L'editoriale dell'elefantino
Contro i piagnoni dell'ecoansia (ministro compreso)
Piange la ragazza al Festival di Giffoni, dice che la terra brucia e sente di non avere futuro. Piange anche Pichetto Fratin, anche lui ha paura per figli e nipoti. Ma figli e nipoti se la caveranno senza di noi, senza questo pettegolezzo climatico ossessivo
Al Festival di Giffoni, dedicato ai giovani, una bella ragazza con tono accorato e sincero si dice affetta da ecoansia, esordisce così, proprio così, con una dichiarazione di impronta giornalistica, poi piange al microfono, dice che la terra brucia, che la sua Sicilia brucia, che sente di non avere un futuro, che non vuole avere figli, che non sa niente del clima ma non capisce come si possa pensare a un orizzonte di dieci, quindici anni, e piange ancora, rivolta al ministro dell’energia Pichetto Fratin, alla platea commossa, e infine gli domanda se non abbia anche lui paura del futuro per i suoi figli e per i suoi nipoti. Il ministro che fa? Piange anche lui, parla del dubbio che sarebbe la sua forza, chissà, esita, gigioneggia, forse la ragazza ha ragione, s’intende a visionare il clip, anche lui ha paura per figli e nipoti, anche lui ha ecoansia, e s’interrompe, la voce si incrina, poi la recita collettiva, il coro tragico di Giffoni, finisce su un tono di demoniaca stupidità collettiva, di emozionalismo sensazionalista. Che vergogna, che profondissima vergogna.

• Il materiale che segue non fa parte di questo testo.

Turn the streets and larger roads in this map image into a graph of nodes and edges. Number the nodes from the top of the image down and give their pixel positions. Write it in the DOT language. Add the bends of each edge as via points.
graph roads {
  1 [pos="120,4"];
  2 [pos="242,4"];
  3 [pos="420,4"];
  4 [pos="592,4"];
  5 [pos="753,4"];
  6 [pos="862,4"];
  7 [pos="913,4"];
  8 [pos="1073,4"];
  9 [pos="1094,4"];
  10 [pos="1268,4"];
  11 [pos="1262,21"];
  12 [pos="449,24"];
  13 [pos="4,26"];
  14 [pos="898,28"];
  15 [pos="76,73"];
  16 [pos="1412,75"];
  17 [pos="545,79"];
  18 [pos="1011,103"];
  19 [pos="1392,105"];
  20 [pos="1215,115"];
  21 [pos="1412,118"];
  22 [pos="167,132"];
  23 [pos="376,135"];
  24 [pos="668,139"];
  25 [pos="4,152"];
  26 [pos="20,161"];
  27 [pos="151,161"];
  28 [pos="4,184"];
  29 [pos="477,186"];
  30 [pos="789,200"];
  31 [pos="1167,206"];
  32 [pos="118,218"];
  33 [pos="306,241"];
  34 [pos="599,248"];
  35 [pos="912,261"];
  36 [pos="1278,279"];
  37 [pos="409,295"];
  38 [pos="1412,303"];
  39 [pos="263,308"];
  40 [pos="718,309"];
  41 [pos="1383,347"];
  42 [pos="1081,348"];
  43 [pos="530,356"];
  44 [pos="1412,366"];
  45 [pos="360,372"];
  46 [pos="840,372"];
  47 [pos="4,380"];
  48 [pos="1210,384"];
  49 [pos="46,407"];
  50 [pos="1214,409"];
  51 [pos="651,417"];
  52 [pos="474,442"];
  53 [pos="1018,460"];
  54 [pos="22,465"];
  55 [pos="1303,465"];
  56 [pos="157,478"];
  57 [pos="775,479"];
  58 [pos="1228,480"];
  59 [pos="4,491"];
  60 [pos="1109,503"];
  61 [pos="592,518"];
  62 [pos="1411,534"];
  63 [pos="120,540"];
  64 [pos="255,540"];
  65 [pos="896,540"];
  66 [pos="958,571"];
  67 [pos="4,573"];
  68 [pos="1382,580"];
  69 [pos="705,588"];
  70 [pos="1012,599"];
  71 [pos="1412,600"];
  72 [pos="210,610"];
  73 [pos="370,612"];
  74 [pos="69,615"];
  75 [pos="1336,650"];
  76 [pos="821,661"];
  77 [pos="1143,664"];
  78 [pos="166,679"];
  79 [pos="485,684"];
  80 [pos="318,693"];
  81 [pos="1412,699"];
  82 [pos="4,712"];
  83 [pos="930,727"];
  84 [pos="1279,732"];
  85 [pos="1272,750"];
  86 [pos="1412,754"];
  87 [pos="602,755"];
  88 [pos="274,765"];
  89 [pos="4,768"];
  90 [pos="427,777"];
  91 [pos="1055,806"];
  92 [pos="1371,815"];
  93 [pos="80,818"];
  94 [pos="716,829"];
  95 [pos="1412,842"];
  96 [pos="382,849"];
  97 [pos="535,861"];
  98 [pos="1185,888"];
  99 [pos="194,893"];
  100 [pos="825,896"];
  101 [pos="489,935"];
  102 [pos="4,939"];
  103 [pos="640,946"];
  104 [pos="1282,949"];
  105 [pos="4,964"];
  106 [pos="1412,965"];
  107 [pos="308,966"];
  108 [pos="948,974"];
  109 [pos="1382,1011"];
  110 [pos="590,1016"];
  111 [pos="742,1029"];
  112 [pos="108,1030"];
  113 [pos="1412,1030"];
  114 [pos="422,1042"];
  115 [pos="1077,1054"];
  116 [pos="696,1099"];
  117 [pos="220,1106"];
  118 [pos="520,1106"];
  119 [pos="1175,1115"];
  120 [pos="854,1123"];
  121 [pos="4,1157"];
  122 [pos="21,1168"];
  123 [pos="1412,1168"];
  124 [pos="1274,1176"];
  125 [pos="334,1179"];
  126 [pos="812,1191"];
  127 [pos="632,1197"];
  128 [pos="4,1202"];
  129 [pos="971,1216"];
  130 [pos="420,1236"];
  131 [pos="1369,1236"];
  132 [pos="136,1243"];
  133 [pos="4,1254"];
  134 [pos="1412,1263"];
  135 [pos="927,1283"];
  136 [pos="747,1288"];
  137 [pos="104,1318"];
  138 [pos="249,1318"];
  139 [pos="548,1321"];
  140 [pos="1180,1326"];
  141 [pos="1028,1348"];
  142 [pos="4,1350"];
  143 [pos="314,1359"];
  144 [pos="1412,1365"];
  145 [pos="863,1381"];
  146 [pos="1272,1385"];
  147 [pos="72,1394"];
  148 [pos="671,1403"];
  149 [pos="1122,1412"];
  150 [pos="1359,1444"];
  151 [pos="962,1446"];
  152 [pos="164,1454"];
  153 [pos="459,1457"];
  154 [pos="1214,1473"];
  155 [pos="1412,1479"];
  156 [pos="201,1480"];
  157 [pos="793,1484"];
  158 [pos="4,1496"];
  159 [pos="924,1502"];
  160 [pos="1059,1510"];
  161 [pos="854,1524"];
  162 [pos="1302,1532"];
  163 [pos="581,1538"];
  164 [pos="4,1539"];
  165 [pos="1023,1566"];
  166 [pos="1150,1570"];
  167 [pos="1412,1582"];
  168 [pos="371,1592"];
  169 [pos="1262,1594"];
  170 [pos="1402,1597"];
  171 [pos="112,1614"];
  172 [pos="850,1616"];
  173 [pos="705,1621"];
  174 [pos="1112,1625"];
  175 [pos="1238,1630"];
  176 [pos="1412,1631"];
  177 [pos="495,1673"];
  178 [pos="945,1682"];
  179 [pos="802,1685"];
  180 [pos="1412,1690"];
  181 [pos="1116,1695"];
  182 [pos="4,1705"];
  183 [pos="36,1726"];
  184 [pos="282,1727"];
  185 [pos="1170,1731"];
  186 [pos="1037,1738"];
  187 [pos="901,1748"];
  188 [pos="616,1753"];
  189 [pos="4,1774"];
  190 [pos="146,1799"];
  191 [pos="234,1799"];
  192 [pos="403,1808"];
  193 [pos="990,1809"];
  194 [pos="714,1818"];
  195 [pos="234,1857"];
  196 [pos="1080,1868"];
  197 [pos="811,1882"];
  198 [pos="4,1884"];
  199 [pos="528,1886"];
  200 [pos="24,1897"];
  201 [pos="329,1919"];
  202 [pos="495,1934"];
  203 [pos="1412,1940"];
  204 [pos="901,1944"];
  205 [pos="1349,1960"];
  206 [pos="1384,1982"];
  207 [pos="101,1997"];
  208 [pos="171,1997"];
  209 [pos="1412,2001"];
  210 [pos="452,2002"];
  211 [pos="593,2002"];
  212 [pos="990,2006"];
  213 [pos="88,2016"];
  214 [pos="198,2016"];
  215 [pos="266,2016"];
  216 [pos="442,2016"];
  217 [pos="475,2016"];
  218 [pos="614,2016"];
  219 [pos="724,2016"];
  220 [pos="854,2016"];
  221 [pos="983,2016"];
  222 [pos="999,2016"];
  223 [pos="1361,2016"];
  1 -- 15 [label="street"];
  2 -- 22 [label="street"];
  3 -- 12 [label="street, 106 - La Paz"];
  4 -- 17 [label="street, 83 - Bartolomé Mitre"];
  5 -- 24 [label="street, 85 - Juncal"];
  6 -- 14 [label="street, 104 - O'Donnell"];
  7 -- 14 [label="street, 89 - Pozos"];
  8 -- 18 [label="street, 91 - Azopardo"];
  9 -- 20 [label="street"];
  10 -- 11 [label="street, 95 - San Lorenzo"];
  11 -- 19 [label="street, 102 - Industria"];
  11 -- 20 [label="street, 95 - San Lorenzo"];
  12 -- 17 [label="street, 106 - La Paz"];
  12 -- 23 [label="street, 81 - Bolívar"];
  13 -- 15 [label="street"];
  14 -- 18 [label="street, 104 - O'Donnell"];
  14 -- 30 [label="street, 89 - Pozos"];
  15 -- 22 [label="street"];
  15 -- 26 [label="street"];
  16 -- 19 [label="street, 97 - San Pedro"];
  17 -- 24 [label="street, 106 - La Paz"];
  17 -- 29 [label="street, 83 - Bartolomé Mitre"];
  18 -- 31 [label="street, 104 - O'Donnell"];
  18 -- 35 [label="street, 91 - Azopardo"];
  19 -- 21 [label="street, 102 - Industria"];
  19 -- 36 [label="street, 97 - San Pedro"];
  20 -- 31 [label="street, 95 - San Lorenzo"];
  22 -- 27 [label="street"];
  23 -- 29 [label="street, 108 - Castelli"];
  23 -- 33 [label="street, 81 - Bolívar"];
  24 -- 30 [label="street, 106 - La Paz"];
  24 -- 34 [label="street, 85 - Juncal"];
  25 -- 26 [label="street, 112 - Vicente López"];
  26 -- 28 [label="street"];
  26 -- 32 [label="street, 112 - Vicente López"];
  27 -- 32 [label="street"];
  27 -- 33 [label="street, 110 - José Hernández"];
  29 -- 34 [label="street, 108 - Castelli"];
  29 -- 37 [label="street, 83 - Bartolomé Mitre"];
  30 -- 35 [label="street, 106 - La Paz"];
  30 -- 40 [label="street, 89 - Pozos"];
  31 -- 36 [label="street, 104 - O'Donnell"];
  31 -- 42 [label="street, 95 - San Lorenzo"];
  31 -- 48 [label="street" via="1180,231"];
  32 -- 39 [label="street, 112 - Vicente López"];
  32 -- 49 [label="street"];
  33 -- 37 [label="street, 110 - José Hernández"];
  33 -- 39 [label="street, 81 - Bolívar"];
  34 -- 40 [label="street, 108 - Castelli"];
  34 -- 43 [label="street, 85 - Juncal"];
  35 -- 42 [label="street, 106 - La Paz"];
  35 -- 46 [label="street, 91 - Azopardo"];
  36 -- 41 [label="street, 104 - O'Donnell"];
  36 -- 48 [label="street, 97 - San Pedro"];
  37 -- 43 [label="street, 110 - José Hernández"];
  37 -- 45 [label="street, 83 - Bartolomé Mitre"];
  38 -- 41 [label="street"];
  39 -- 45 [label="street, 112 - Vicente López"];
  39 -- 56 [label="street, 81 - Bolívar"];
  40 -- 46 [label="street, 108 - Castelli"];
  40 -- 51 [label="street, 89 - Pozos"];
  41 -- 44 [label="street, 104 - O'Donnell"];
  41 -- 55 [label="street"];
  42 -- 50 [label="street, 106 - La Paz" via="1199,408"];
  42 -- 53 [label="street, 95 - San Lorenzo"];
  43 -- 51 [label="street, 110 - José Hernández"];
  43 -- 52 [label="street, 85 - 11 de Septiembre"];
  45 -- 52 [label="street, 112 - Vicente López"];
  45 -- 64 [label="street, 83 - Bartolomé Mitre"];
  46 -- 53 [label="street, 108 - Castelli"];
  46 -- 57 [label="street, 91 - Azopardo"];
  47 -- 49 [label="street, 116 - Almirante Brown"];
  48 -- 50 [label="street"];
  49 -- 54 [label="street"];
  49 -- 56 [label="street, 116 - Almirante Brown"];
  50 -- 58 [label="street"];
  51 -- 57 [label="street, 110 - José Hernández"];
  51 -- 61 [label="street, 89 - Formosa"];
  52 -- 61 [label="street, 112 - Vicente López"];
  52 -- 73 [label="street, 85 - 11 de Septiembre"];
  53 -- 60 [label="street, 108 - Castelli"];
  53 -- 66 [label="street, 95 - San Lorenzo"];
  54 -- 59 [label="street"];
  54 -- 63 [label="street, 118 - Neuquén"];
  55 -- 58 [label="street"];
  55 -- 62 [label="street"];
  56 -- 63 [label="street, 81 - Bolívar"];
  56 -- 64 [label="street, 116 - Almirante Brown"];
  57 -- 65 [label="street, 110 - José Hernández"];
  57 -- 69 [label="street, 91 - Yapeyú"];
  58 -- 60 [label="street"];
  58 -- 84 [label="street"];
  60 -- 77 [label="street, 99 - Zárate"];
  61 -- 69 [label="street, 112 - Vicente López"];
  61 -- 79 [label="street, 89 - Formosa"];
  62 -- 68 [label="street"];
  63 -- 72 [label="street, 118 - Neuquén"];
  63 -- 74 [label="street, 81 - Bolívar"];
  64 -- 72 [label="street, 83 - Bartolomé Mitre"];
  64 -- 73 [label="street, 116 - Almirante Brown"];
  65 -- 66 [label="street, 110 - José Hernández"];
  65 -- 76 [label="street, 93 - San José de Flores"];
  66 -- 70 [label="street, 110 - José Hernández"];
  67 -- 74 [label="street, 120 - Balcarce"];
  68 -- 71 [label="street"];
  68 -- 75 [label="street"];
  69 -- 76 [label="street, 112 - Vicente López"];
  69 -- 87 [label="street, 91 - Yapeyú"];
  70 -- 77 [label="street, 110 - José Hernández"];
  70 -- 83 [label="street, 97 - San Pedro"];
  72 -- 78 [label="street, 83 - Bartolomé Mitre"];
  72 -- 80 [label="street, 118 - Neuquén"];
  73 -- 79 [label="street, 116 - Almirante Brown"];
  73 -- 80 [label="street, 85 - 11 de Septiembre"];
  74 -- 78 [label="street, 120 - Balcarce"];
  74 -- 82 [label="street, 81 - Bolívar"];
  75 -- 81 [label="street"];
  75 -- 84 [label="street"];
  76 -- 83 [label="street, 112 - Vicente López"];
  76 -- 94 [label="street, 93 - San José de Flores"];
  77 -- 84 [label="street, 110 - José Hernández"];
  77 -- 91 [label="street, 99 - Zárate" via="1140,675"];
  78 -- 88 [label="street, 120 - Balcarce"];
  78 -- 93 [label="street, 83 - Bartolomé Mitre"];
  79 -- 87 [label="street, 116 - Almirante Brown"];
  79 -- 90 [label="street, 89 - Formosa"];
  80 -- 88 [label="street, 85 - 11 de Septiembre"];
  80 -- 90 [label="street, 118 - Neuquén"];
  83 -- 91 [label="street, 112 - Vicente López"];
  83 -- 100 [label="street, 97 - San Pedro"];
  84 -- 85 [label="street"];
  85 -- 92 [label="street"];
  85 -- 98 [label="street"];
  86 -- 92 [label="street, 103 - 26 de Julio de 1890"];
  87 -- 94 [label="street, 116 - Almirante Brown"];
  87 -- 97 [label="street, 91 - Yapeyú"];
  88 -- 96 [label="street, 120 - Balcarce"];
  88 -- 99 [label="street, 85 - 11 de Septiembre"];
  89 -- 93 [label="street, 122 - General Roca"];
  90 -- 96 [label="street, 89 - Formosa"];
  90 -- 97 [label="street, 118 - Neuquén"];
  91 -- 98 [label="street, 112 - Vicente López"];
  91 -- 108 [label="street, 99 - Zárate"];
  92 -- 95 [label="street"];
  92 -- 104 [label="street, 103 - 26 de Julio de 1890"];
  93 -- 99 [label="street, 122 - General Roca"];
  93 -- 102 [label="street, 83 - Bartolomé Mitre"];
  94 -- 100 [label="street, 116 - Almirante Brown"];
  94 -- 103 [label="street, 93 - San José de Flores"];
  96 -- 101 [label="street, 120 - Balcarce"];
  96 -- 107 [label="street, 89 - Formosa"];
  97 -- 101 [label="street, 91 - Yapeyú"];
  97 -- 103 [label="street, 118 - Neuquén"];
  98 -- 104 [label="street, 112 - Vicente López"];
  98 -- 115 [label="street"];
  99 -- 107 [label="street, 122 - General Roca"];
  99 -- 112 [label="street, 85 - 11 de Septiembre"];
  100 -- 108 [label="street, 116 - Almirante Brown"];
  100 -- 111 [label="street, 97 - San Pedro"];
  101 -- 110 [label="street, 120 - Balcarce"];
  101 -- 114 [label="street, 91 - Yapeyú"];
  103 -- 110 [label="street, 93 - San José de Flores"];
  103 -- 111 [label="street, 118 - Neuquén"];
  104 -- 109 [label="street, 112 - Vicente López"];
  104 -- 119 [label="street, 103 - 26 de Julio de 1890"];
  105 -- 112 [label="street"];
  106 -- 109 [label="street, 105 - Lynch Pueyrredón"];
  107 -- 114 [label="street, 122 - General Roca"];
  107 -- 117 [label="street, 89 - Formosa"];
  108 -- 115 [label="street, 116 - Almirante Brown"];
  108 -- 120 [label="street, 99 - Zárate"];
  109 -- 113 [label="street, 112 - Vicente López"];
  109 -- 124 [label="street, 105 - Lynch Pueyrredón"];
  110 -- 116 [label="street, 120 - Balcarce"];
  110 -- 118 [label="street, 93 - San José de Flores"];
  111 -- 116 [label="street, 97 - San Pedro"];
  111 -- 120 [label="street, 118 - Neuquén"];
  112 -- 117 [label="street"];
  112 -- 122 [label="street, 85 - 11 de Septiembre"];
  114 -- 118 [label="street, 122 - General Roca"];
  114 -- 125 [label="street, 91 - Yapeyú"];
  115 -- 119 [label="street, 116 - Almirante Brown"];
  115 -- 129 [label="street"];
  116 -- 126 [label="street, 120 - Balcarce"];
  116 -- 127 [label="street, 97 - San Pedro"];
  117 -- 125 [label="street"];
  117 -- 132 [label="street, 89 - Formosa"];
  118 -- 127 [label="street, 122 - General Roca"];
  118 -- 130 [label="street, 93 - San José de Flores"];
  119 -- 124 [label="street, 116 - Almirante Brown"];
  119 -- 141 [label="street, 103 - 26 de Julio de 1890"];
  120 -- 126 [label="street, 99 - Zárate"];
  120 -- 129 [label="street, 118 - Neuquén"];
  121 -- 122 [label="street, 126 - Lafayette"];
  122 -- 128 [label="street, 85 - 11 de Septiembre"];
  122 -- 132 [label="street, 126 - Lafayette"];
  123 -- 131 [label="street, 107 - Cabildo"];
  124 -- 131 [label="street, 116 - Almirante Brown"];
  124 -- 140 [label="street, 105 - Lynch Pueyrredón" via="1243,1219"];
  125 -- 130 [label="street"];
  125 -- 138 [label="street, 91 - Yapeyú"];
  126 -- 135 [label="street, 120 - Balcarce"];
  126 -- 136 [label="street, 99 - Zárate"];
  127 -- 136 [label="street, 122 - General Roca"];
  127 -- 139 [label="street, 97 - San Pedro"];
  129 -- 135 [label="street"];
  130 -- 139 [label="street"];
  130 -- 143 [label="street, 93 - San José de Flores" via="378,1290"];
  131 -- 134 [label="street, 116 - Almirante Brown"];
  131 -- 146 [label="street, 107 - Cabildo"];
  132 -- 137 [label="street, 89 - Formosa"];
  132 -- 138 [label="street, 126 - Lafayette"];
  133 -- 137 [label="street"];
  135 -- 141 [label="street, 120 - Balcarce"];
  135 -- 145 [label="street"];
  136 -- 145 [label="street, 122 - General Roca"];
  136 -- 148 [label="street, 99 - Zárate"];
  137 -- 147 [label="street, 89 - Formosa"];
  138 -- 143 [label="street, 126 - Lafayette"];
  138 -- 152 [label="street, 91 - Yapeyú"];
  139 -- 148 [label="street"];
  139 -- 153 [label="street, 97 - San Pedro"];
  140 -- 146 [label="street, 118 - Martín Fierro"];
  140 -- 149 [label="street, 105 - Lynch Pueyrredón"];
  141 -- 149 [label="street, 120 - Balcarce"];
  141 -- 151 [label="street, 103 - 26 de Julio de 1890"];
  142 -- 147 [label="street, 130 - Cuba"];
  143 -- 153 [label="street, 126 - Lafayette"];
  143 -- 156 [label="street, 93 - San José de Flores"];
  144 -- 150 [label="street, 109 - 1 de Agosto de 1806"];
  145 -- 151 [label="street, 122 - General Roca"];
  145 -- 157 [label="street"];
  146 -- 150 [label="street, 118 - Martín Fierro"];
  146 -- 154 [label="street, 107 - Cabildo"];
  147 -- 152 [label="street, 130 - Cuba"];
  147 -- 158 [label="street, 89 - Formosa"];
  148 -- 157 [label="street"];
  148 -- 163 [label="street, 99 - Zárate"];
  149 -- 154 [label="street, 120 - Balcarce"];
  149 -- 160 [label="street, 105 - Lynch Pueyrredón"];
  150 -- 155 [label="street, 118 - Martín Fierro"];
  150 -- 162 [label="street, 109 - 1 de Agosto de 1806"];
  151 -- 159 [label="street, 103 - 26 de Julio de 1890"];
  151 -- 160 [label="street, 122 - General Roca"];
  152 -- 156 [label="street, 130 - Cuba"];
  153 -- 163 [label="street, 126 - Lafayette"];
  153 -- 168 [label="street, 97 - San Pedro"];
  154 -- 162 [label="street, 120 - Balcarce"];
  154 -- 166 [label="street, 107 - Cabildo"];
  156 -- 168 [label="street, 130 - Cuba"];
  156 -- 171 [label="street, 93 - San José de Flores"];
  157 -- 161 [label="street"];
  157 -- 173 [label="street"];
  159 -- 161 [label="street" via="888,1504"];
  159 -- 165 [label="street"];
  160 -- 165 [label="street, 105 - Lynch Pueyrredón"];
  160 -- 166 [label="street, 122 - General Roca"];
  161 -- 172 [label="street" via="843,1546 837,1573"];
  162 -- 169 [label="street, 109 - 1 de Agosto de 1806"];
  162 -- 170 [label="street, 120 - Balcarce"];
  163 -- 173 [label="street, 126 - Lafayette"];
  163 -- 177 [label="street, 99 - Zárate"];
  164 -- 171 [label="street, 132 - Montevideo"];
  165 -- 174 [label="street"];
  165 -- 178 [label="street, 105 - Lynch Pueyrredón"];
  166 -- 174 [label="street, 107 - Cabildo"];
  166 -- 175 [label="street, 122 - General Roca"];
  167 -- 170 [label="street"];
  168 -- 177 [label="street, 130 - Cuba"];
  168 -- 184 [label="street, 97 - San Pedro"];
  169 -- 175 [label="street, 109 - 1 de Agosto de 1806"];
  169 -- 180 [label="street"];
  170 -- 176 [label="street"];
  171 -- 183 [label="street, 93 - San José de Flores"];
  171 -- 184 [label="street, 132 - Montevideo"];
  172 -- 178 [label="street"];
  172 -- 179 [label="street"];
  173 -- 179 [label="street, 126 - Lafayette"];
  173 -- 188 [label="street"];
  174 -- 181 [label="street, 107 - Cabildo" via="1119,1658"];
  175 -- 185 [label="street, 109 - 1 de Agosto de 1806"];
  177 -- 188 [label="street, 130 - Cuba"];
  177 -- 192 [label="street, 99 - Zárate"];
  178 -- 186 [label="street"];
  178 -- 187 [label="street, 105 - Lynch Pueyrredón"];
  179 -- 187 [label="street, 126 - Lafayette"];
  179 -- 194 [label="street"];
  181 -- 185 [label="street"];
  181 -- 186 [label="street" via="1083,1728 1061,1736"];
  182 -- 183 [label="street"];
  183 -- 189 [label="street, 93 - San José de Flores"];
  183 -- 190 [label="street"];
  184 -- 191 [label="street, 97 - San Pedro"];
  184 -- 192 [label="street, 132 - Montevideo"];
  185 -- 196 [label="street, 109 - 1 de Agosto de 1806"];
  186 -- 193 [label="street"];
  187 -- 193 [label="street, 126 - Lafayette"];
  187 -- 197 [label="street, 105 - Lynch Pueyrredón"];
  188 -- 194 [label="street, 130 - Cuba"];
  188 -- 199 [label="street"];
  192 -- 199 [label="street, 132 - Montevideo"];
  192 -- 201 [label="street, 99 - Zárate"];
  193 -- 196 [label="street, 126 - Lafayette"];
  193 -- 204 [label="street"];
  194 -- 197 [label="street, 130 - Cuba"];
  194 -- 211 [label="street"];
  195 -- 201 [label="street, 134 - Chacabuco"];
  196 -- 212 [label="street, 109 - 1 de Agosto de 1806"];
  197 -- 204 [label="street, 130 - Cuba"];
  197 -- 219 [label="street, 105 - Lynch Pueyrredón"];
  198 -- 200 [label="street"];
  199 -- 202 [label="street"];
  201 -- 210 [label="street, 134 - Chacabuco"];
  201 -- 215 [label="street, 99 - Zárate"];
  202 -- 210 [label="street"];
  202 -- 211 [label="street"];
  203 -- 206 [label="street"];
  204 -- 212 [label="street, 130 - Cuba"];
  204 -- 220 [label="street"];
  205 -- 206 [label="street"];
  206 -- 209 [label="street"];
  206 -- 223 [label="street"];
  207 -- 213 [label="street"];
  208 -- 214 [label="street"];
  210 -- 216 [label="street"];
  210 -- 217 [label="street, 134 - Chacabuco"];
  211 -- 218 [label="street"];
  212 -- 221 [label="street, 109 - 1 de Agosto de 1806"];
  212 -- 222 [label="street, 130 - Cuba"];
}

Ci sarebbe da fare una class action contro l’Onu, l’ebollizione di quel Guterres, contro chi nasconde gli incendiari sotto lo scirocco, contro i giornali di merda, contro le tv di merda, contro un’atmosfera demenziale e criminale di incitazione alla paura, contro gli influencer dell’apocalisse, contro chi trasforma luglio nell’inferno dantesco, contro chi spande odio per l’umanità vera, quella che operosamente ci mantiene in vita con il lavoro, l’industria, l’impiego dell’energia, mentre professoroni e premi Nobel che dissentono vengono presi per mattocchi, e si fa l’elogio della “maestà del potere che ridenomina le cose”, le imbruttisce, le rende idolatricamente testimoni del fallimento del mondo, e intanto l’anticiclone africano se ne va, torna il sogno delle Azzorre, fa meno caldo, come sempre avviene e è avvenuto al passaggio dal solleone alla prima rottura dei tempi, l’uomo c’entra niente, meno di zero, è una canna che ha smesso di pensare (come direbbe un orripilato Pascal) e la CO2 che è in natura e sparacchia le sue cartucce climatiche come le pare diventa un mostro spielbergiano, un ritrovato commerciale green che mette ecoansia, cresce una generazione di frustrati del clima, si diffonde la nevrosi o sindrome di Greta Thunberg.
Ministro Fratin, ma non le è bastato il professor Crisanti con le sue perizie sulla strage di massa indotta dal governo a Bergamo? Che fa, si mette anche lei sulla scia dei guru del green washing, di quell’apparato tecnico-scientifico universale che è molto peggio del complesso militare-industriale? Alla ragazza doveva rispondere che comprendeva i suoi sentimenti, ma a ciglio asciutto, perché ci vedeva il riflesso di un idolo dei nostri tempi, l’opinione, la fuffa, la chiacchiera, e che forse avrebbe dovuto pensare alla storia, all’Ucraina, ai pericoli veri che corre l’Europa, doveva farsi un’iniezione di spirito cosacco, reggere botta come fanno gli eroi, dissipare la paura con uno sforzo di conoscenza, altro che questo insopportabile chiagni e fotti, e vai con le notizie crisantine sui morti di calore, sul pianeta che se ne va, sulla calotta polare che doveva già essere sciolta da anni secondo i profeti di sventura con le isobare in mano agitate come spade fiammeggianti.
Ci sono tante cose su cui piangere, compresi gli incendiari, e tanti fenomeni climatici allarmanti da arginare con la cura del territorio, il riparo di sempre dall’acqua e dai fenomeni elettrici, invece di piangere su un incubo collettivo, su un pensiero dominante obbligatorio, su una palese manifestazione di sostituzione stupida della menzogna alla realtà. Si tiri su, caro ministro. La sua colpa è inesistente. Se c’è, è la colpa di compiacere l’ecoansia per figli e nipoti che se la caveranno senza di noi, senza il pettegolezzo climatico ossessivo, senza Crisanti, senza incendiari annidati al limite dei boschi e delle redazioni di giornale.